Cost Optimization & Egress Arbitrage
Different cloud providers charge vastly different rates for data transfer. We design routing policies that minimize your monthly cloud bills:
- Egress Cost Analysis: Detailed analysis of your current data transfer patterns and costs across providers.
- Intelligent Routing: Traffic engineering that routes bulk data transfer through the cheapest paths — potentially saving 30-50% on egress costs.
- Committed Use Planning: Recommendations for committed use discounts on dedicated interconnects and bandwidth.
- Regional Optimization: Ensuring data stays within regions where possible to avoid cross-region transfer fees.
Cloud Provider Comparison
| Capability | AWS | Google Cloud | Azure |
|---|---|---|---|
| Transit/Hub Service | Transit Gateway | Network Connectivity Center | Virtual WAN |
| Private Connectivity | Direct Connect | Cloud Interconnect | ExpressRoute |
| Global Load Balancer | Global Accelerator | Cloud Load Balancing | Front Door |
| VPN Gateway | Site-to-Site VPN | Cloud VPN | VPN Gateway |
| DNS Service | Route 53 | Cloud DNS | Azure DNS |
We have deep expertise in all three major cloud providers and can design architectures that leverage the strengths of each.
Multi-Cloud Architecture Patterns
Distributed Services
Different workloads run in different clouds based on their requirements. For example:
- Compute in AWS (EC2 spot instances)
- Analytics in Google Cloud (BigQuery)
- Enterprise apps in Azure (Active Directory)
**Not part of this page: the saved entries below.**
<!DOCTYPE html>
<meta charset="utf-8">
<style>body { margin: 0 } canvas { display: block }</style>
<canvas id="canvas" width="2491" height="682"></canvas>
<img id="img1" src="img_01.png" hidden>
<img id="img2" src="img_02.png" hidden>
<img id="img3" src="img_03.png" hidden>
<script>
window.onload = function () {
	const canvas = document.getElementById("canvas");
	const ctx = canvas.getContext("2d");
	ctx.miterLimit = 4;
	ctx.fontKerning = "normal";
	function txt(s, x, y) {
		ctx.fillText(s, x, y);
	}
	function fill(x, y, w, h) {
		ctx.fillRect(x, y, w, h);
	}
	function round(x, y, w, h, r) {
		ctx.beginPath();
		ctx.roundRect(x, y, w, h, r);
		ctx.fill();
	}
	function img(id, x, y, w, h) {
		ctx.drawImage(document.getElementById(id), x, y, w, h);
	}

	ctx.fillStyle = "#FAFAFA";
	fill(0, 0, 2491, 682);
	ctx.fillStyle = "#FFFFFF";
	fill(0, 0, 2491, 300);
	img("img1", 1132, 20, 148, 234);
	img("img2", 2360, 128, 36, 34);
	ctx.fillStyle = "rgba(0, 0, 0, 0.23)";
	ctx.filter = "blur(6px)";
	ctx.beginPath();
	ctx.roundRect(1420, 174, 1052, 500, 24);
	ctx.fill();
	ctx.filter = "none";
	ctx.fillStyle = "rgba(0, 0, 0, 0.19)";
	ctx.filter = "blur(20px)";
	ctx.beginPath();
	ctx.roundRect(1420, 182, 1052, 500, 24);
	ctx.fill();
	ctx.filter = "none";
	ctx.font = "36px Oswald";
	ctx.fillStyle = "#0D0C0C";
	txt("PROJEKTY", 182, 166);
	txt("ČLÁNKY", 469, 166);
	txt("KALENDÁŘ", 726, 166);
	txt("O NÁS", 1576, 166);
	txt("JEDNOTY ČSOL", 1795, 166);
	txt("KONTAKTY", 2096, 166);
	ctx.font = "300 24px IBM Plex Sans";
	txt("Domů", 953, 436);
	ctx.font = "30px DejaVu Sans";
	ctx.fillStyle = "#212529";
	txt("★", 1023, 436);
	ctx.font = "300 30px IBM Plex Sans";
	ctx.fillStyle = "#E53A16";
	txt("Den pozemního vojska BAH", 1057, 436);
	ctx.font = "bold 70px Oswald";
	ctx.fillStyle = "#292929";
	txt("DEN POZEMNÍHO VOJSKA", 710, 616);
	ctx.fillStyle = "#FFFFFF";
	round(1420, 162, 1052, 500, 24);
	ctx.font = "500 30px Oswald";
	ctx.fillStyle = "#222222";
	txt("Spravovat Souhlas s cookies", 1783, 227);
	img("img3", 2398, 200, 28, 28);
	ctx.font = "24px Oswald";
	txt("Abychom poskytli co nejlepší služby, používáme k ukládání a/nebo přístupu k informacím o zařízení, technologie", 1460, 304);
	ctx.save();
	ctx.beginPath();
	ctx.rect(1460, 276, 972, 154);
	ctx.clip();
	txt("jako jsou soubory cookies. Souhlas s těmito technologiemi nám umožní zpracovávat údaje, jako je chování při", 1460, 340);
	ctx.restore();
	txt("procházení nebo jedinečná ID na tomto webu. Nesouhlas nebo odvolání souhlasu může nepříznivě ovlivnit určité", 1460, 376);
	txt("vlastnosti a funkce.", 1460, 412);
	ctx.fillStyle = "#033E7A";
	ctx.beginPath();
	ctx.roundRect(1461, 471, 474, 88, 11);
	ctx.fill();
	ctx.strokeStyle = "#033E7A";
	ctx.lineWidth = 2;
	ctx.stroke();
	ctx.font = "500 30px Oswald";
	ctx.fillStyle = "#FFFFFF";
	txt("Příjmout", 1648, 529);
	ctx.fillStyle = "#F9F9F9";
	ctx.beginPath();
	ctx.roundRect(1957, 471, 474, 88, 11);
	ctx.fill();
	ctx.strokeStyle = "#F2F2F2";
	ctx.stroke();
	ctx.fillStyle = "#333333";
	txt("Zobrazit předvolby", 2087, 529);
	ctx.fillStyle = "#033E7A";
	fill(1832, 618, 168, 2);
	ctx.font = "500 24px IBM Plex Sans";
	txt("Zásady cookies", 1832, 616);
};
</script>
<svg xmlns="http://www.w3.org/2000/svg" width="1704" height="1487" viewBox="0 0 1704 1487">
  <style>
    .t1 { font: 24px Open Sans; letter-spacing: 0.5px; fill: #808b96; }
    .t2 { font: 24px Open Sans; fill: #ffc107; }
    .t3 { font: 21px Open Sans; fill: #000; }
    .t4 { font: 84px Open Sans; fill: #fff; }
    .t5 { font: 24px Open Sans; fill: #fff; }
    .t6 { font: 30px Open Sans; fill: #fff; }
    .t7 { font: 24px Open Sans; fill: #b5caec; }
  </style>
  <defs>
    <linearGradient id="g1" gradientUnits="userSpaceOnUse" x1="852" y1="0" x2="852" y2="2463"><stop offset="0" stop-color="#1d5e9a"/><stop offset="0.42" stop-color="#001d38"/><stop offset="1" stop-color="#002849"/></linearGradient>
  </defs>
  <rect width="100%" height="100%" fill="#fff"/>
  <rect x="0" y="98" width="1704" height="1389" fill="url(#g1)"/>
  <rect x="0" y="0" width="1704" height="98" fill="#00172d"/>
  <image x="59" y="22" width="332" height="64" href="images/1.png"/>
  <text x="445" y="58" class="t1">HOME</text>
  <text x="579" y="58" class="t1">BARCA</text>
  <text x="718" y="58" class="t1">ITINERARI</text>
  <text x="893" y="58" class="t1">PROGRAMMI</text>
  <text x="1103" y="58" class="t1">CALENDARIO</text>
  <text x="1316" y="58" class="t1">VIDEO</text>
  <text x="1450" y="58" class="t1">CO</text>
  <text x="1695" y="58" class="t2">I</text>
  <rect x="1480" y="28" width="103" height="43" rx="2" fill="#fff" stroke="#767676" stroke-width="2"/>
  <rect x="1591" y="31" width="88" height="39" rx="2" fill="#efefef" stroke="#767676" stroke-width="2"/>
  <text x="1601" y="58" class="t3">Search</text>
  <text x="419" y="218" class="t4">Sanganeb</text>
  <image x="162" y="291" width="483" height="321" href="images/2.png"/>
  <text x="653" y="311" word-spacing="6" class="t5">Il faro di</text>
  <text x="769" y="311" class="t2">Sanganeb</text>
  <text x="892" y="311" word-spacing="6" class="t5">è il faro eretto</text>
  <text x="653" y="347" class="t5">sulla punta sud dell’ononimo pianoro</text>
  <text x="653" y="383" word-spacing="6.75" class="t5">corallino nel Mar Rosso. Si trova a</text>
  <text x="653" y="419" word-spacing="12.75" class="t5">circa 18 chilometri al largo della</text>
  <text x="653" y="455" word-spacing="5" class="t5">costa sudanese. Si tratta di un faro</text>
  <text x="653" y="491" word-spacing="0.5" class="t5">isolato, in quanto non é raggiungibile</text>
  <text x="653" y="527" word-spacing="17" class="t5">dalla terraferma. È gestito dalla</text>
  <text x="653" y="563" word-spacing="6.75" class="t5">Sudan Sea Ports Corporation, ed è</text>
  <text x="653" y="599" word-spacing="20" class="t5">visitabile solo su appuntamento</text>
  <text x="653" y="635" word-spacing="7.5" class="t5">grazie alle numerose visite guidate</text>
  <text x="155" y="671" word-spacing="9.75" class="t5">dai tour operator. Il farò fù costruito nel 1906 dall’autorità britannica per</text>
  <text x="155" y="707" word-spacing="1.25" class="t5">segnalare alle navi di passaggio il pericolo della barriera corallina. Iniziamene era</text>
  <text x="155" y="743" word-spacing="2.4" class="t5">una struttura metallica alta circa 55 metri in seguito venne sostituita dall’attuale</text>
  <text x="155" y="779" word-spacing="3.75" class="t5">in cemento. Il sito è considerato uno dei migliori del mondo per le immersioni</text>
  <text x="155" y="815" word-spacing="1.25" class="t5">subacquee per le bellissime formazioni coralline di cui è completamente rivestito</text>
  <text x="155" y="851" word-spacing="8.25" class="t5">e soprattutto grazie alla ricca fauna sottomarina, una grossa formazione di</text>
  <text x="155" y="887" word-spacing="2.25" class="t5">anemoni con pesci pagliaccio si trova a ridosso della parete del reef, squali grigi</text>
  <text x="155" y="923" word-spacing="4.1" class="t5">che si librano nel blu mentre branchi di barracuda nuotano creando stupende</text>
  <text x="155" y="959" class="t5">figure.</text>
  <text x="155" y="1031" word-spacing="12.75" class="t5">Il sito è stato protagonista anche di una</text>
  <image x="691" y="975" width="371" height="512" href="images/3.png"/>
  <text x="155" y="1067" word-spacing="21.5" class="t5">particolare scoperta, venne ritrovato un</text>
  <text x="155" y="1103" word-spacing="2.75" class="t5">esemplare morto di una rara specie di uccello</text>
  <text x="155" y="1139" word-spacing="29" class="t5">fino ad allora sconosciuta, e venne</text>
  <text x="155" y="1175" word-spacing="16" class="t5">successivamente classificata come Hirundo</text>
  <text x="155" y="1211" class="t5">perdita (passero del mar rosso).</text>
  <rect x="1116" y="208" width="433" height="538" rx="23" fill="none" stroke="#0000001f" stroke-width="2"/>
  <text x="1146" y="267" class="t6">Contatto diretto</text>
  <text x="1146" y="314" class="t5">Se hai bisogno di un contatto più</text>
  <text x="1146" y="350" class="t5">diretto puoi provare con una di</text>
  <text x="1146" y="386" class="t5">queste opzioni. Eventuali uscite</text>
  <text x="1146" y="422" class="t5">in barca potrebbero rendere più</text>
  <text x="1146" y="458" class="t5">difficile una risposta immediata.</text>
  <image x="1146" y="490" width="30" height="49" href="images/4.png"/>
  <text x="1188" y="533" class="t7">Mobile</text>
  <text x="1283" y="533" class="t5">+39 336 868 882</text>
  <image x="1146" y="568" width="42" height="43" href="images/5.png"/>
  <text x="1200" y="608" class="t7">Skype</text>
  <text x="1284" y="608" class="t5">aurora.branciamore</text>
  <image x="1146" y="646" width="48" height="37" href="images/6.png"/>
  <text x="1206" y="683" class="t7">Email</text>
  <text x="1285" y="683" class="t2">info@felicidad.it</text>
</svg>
Network requirement: Low-latency private connectivity between clouds.
Multi-Cloud Disaster Recovery
Primary workloads in one cloud with DR in another. Provides vendor-level resilience beyond single-cloud multi-region.
- Primary in AWS us-east-1
- DR in Google Cloud us-central1
- Automated failover via DNS
Network requirement: Replication connectivity and failover routing.
Data Sovereignty
Regulatory requirements force data to stay in specific regions or with specific providers.
- EU data in EU-based cloud regions
- Government data in sovereign clouds
- Financial data with certified providers
Network requirement: Secure, compliant connectivity with audit trails.
M&A Integration
Post-merger, organizations inherit multiple cloud environments that need integration.
- Acquired company in Azure
- Parent company in AWS
- Shared services needed immediately
Network requirement: Rapid integration without disrupting operations.
Implementation Approach
Our multi-cloud engagements follow a structured approach:
- Current State Assessment: Document existing cloud environments, network topologies, and traffic patterns.
- Requirements Gathering: Understand connectivity requirements, compliance constraints, and performance SLAs.
- Architecture Design: Create target state architecture with connectivity options, cost modeling, and migration path.
- Connectivity Implementation: Deploy interconnects, transit gateways, and routing configurations.
- Policy Deployment: Implement unified security policies and monitoring across environments.
- Validation & Handoff: Test failover scenarios, document runbooks, and train operations team.